(Stored items)
((

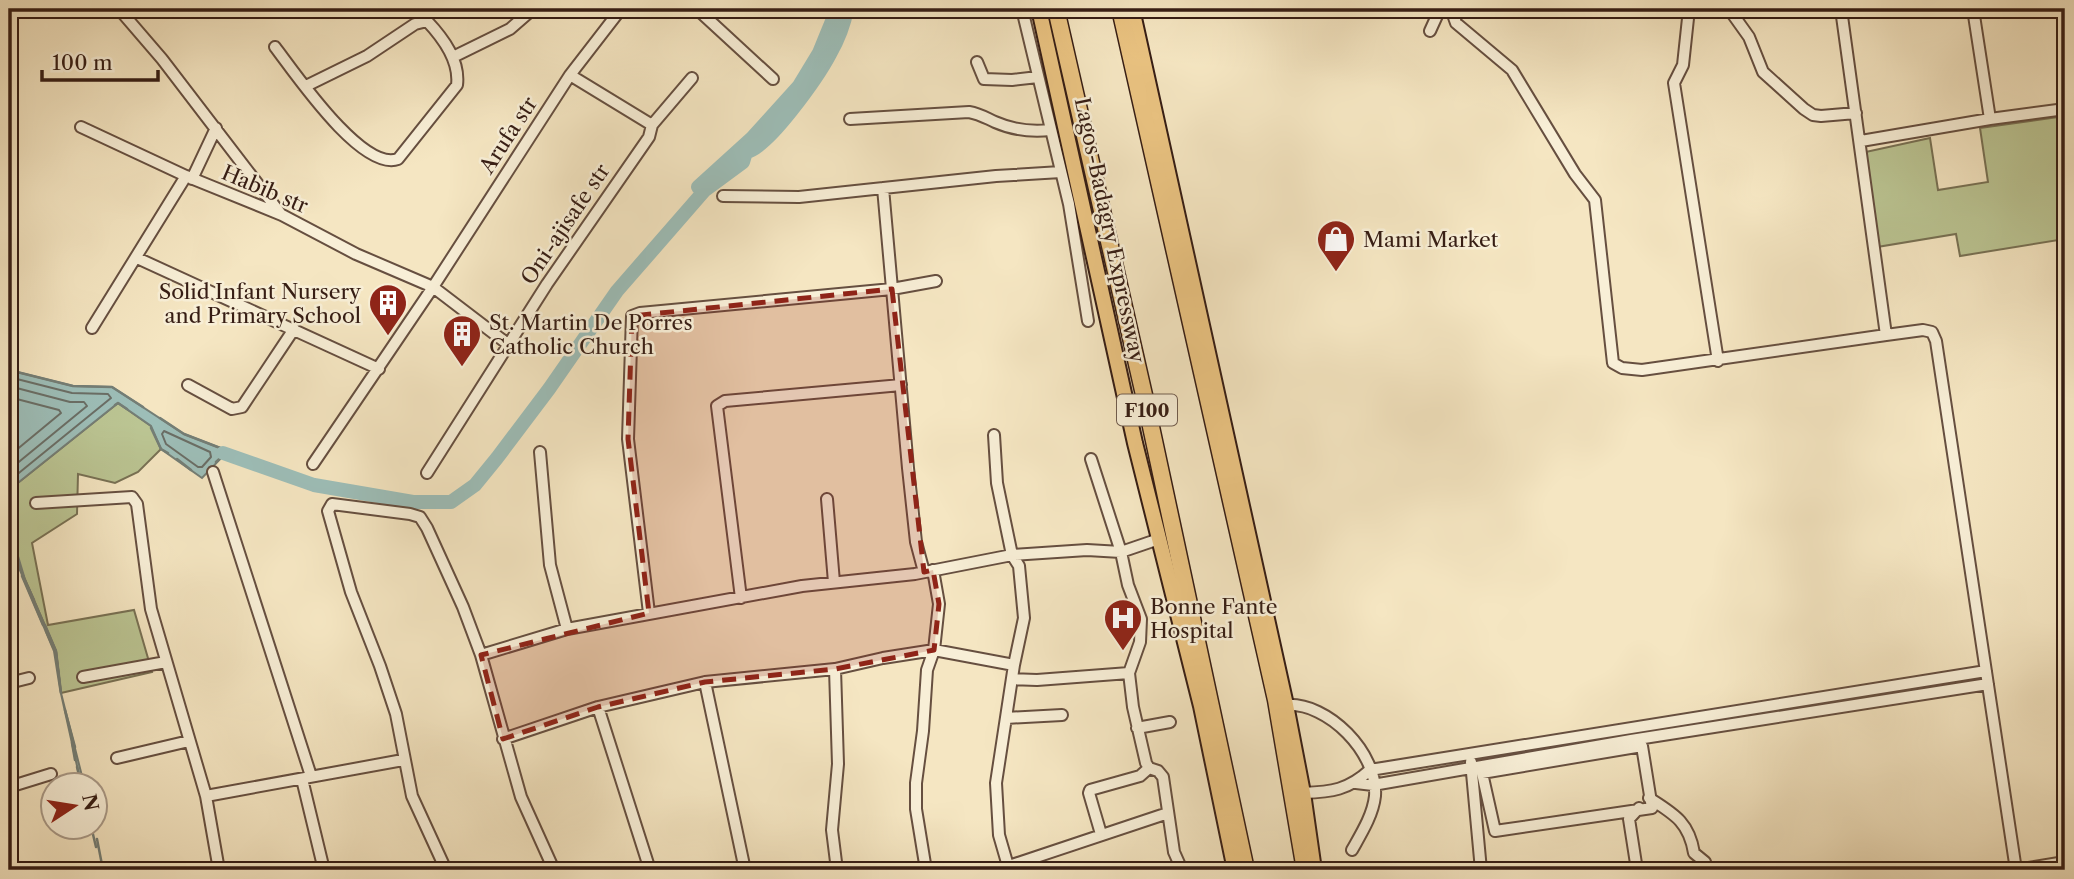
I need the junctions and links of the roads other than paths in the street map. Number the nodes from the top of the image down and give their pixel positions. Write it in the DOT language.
graph roads {
  1 [pos="119,9"];
  2 [pos="533,9"];
  3 [pos="621,9"];
  4 [pos="697,9"];
  5 [pos="1022,9"];
  6 [pos="1039,9"];
  7 [pos="1056,9"];
  8 [pos="1120,9"];
  9 [pos="1132,9"];
  10 [pos="1440,9"];
  11 [pos="1451,9"];
  12 [pos="1689,9"];
  13 [pos="1729,9"];
  14 [pos="1841,9"];
  15 [pos="1973,9"];
  16 [pos="1430,31"];
  17 [pos="275,47"];
  18 [pos="453,57"];
  19 [pos="977,62"];
  20 [pos="570,75"];
  21 [pos="1038,77"];
  22 [pos="692,78"];
  23 [pos="773,79"];
  24 [pos="306,86"];
  25 [pos="2065,108"];
  26 [pos="1856,113"];
  27 [pos="1990,118"];
  28 [pos="850,119"];
  29 [pos="652,125"];
  30 [pos="81,127"];
  31 [pos="216,128"];
  32 [pos="1050,130"];
  33 [pos="1861,141"];
  34 [pos="1061,172"];
  35 [pos="189,178"];
  36 [pos="883,188"];
  37 [pos="723,196"];
  38 [pos="282,215"];
  39 [pos="137,258"];
  40 [pos="936,281"];
  41 [pos="433,287"];
  42 [pos="892,289"];
  43 [pos="1088,321"];
  44 [pos="92,328"];
  45 [pos="293,329"];
  46 [pos="1886,335"];
  47 [pos="509,345"];
  48 [pos="1718,361"];
  49 [pos="379,369"];
  50 [pos="188,384"];
  51 [pos="901,385"];
  52 [pos="995,435"];
  53 [pos="540,452"];
  54 [pos="1091,459"];
  55 [pos="313,464"];
  56 [pos="213,472"];
  57 [pos="427,473"];
  58 [pos="827,499"];
  59 [pos="36,503"];
  60 [pos="1159,539"];
  61 [pos="1121,552"];
  62 [pos="1012,555"];
  63 [pos="928,571"];
  64 [pos="834,582"];
  65 [pos="741,598"];
  66 [pos="649,613"];
  67 [pos="567,629"];
  68 [pos="934,650"];
  69 [pos="481,654"];
  70 [pos="166,662"];
  71 [pos="1014,665"];
  72 [pos="835,669"];
  73 [pos="1986,671"];
  74 [pos="1129,673"];
  75 [pos="83,677"];
  76 [pos="29,678"];
  77 [pos="1012,679"];
  78 [pos="705,682"];
  79 [pos="9,683"];
  80 [pos="1988,684"];
  81 [pos="1281,702"];
  82 [pos="1201,706"];
  83 [pos="598,707"];
  84 [pos="1062,715"];
  85 [pos="1006,718"];
  86 [pos="1170,722"];
  87 [pos="1137,728"];
  88 [pos="503,739"];
  89 [pos="1631,740"];
  90 [pos="189,741"];
  91 [pos="117,758"];
  92 [pos="403,760"];
  93 [pos="1474,765"];
  94 [pos="1149,768"];
  95 [pos="1370,770"];
  96 [pos="38,778"];
  97 [pos="306,778"];
  98 [pos="1356,783"];
  99 [pos="1373,785"];
  100 [pos="9,787"];
  101 [pos="1303,793"];
  102 [pos="206,796"];
  103 [pos="1649,798"];
  104 [pos="1234,812"];
  105 [pos="1168,813"];
  106 [pos="1101,834"];
  107 [pos="1352,850"];
  108 [pos="2065,862"];
  109 [pos="1003,868"];
  110 [pos="219,870"];
  111 [pos="324,870"];
  112 [pos="446,870"];
  113 [pos="554,870"];
  114 [pos="650,870"];
  115 [pos="745,870"];
  116 [pos="837,870"];
  117 [pos="926,870"];
  118 [pos="1182,870"];
  119 [pos="1236,870"];
  120 [pos="1305,870"];
  121 [pos="1314,870"];
  122 [pos="1481,870"];
  123 [pos="1637,870"];
  124 [pos="1707,870"];
  125 [pos="2016,870"];
  1 -- 31 [label="street"];
  2 -- 18 [label="street"];
  3 -- 20 [label="street, Arufa str"];
  4 -- 23 [label="street"];
  5 -- 21 [label="street"];
  6 -- 60 [label="main road, Lagos-Badagry Expressway"];
  7 -- 104 [label="highway, Lagos-Badagry Expressway / F100"];
  8 -- 81 [label="highway, F100"];
  9 -- 81 [label="main road"];
  10 -- 16 [label="street"];
  11 -- 48 [label="street"];
  12 -- 48 [label="street"];
  13 -- 26 [label="street"];
  14 -- 26 [label="street"];
  15 -- 27 [label="street"];
  17 -- 24 [label="street"];
  18 -- 24 [label="street"];
  18 -- 24 [label="street"];
  19 -- 21 [label="street"];
  20 -- 29 [label="street"];
  20 -- 41 [label="street, Arufa str"];
  21 -- 32 [label="street"];
  22 -- 29 [label="street, Oni-ajisafe str"];
  25 -- 27 [label="street"];
  26 -- 33 [label="street"];
  27 -- 33 [label="street"];
  28 -- 32 [label="street"];
  29 -- 47 [label="street, Oni-ajisafe str"];
  30 -- 35 [label="street, Habib str"];
  31 -- 35 [label="street"];
  31 -- 38 [label="street"];
  32 -- 34 [label="street"];
  33 -- 46 [label="street"];
  34 -- 36 [label="street"];
  34 -- 43 [label="street"];
  35 -- 38 [label="street, Habib str"];
  35 -- 39 [label="street"];
  36 -- 37 [label="street"];
  36 -- 42 [label="street"];
  38 -- 41 [label="street, Habib str"];
  39 -- 44 [label="street"];
  39 -- 45 [label="street"];
  40 -- 42 [label="street"];
  41 -- 47 [label="street"];
  41 -- 49 [label="street, Arufa str"];
  42 -- 51 [label="street"];
  42 -- 66 [label="street"];
  45 -- 49 [label="street"];
  45 -- 50 [label="street"];
  46 -- 48 [label="street"];
  46 -- 73 [label="street"];
  47 -- 57 [label="street, Oni-ajisafe str"];
  49 -- 55 [label="street, Arufa str"];
  51 -- 63 [label="street"];
  51 -- 65 [label="street"];
  52 -- 62 [label="street"];
  53 -- 67 [label="street"];
  54 -- 61 [label="street"];
  56 -- 97 [label="street"];
  58 -- 64 [label="street"];
  59 -- 70 [label="street"];
  60 -- 61 [label="street"];
  60 -- 82 [label="main road, Lagos-Badagry Expressway"];
  61 -- 62 [label="street"];
  61 -- 74 [label="street"];
  62 -- 63 [label="street"];
  62 -- 71 [label="street"];
  63 -- 64 [label="street"];
  63 -- 68 [label="street"];
  64 -- 65 [label="street"];
  65 -- 66 [label="street"];
  66 -- 67 [label="street"];
  67 -- 69 [label="street"];
  68 -- 71 [label="street"];
  68 -- 72 [label="street"];
  68 -- 117 [label="street"];
  69 -- 88 [label="street"];
  69 -- 92 [label="street"];
  70 -- 75 [label="street"];
  70 -- 90 [label="street"];
  71 -- 77 [label="street"];
  72 -- 78 [label="street"];
  72 -- 116 [label="street"];
  73 -- 80 [label="street"];
  73 -- 93 [label="street"];
  74 -- 77 [label="street"];
  74 -- 87 [label="street"];
  76 -- 79 [label="street"];
  77 -- 85 [label="street"];
  78 -- 83 [label="street"];
  78 -- 115 [label="street"];
  80 -- 89 [label="street"];
  80 -- 125 [label="street"];
  81 -- 95 [label="street"];
  81 -- 101 [label="main road"];
  81 -- 120 [label="highway, F100"];
  82 -- 104 [label="highway"];
  82 -- 119 [label="main road, Lagos-Badagry Expressway"];
  83 -- 88 [label="street"];
  83 -- 114 [label="street"];
  84 -- 85 [label="street"];
  85 -- 109 [label="street"];
  86 -- 87 [label="street"];
  87 -- 94 [label="street"];
  88 -- 113 [label="street"];
  89 -- 93 [label="street"];
  89 -- 103 [label="street"];
  90 -- 91 [label="street"];
  90 -- 102 [label="street"];
  92 -- 97 [label="street"];
  92 -- 112 [label="street"];
  93 -- 93 [label="street"];
  93 -- 95 [label="street"];
  93 -- 99 [label="street"];
  93 -- 122 [label="street"];
  94 -- 105 [label="street"];
  94 -- 106 [label="street"];
  95 -- 98 [label="street"];
  95 -- 99 [label="street"];
  96 -- 100 [label="street"];
  97 -- 102 [label="street"];
  97 -- 111 [label="street"];
  98 -- 99 [label="street"];
  98 -- 101 [label="street"];
  99 -- 107 [label="street"];
  101 -- 121 [label="main road"];
  102 -- 110 [label="street"];
  103 -- 123 [label="street"];
  103 -- 124 [label="street"];
  104 -- 119 [label="highway, Lagos-Badagry Expressway / F100"];
  105 -- 106 [label="street"];
  105 -- 118 [label="street"];
  106 -- 109 [label="street"];
  108 -- 125 [label="street"];
}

))

What the exercise asks -
When a line in the records above contains the word "Badagry", copy it.

The answer -
  6 -- 60 [label="main road, Lagos-Badagry Expressway"];
  7 -- 104 [label="highway, Lagos-Badagry Expressway / F100"];
  60 -- 82 [label="main road, Lagos-Badagry Expressway"];
  82 -- 119 [label="main road, Lagos-Badagry Expressway"];
  104 -- 119 [label="highway, Lagos-Badagry Expressway / F100"];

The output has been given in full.